§ Work to be completed: Each line with the word "Place" must appear in the answer, copied from the records.

§ Excerpted records:
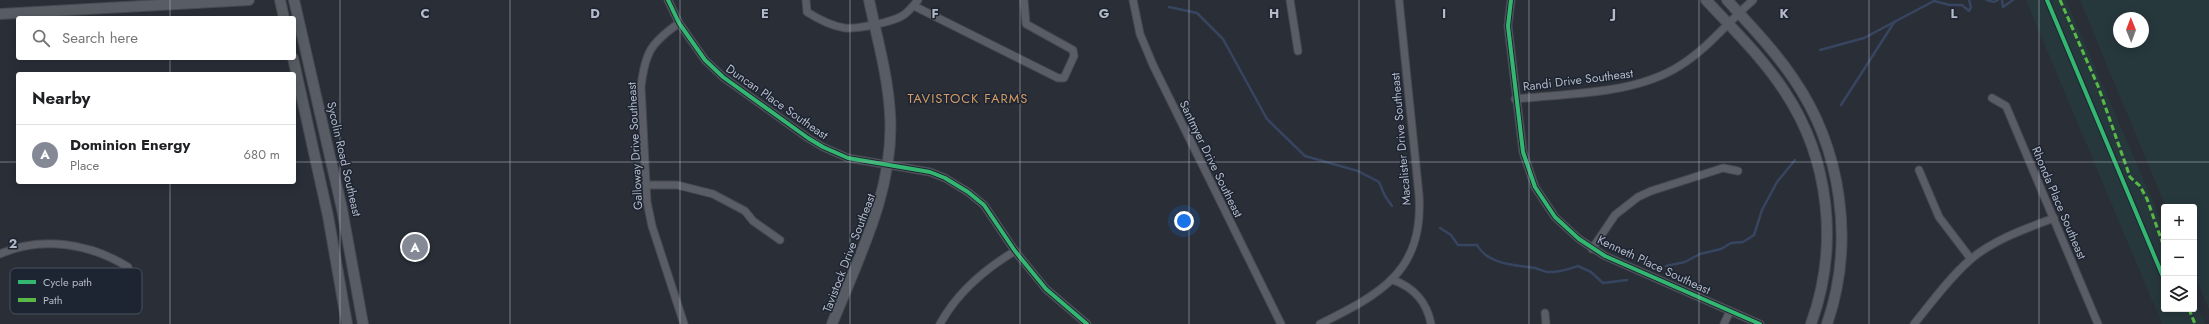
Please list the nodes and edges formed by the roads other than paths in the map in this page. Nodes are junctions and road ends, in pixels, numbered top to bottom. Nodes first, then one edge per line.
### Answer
1 (249, 0) edge
2 (280, 0) edge
3 (294, 0) edge
4 (668, 0) edge
5 (806, 0) edge
6 (869, 0) edge
7 (1024, 0) edge
8 (1133, 0) edge
9 (1290, 0) edge
10 (1399, 0) edge
11 (1510, 0) edge
12 (1706, 0) edge
13 (1726, 0) edge
14 (1753, 0) edge
15 (916, 3) edge
16 (1739, 13) junction
17 (0, 14) edge
18 (284, 16) edge
19 (679, 23) junction
20 (874, 24) junction
21 (1728, 24) junction
22 (1298, 51) dead end
23 (293, 60) edge
24 (1992, 98) dead end
25 (1516, 99) junction
26 (887, 166) junction
27 (1919, 170) dead end
28 (1738, 171) dead end
29 (646, 186) junction
30 (2054, 218) junction
31 (780, 240) dead end
32 (1592, 248) junction
33 (1015, 252) junction
34 (0, 254) edge
35 (1971, 260) junction
36 (128, 267) dead end
37 (1393, 280) junction
38 (1730, 311) junction
39 (1545, 313) dead end
40 (347, 324) edge
41 (363, 324) edge
42 (684, 324) edge
43 (832, 324) edge
44 (940, 324) edge
45 (1087, 324) edge
46 (1281, 324) edge
47 (1320, 324) edge
48 (1431, 324) edge
49 (1546, 324) edge
50 (1724, 324) edge
51 (1760, 324) edge
52 (1811, 324) edge
53 (1827, 324) edge
54 (1914, 324) edge
55 (2098, 324) edge

1 - 17 street
2 - 18 street
3 - 41 street, Sycolin Road Southeast
4 - 19 street, Duncan Place Southeast
5 - 20 street
6 - 20 street, Tavistock Drive Southeast
7 - 15 street
8 - 46 street, Santmyer Drive Southeast
9 - 22 street
10 - 37 street, Macalister Drive Southeast
11 - 25 street, Kenneth Place Southeast
12 - 21 street
13 - 16 street
14 - 16 street, Randi Drive Southeast
15 - 20 street
16 - 21 street, Randi Drive Southeast
16 - 53 street
19 - 26 street, Duncan Place Southeast
19 - 29 street, Galloway Drive Southeast
20 - 26 street, Tavistock Drive Southeast
21 - 25 street, Randi Drive Southeast
21 - 52 street
23 - 40 street
24 - 30 street, Rhonda Place Southeast
25 - 32 street, Kenneth Place Southeast
26 - 33 street, Duncan Place Southeast
26 - 43 street, Tavistock Drive Southeast
27 - 35 street
28 - 32 street
29 - 31 street
29 - 42 street, Galloway Drive Southeast
30 - 35 street
30 - 55 street, Rhonda Place Southeast
32 - 38 street, Kenneth Place Southeast
33 - 44 street
33 - 45 street, Duncan Place Southeast
34 - 36 street
35 - 54 street
37 - 47 street, Macalister Drive Southeast
37 - 48 street
38 - 50 street
38 - 51 street, Kenneth Place Southeast
39 - 49 street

§ Written response:
4 - 19 street, Duncan Place Southeast
11 - 25 street, Kenneth Place Southeast
19 - 26 street, Duncan Place Southeast
24 - 30 street, Rhonda Place Southeast
25 - 32 street, Kenneth Place Southeast
26 - 33 street, Duncan Place Southeast
30 - 55 street, Rhonda Place Southeast
32 - 38 street, Kenneth Place Southeast
33 - 45 street, Duncan Place Southeast
38 - 51 street, Kenneth Place Southeast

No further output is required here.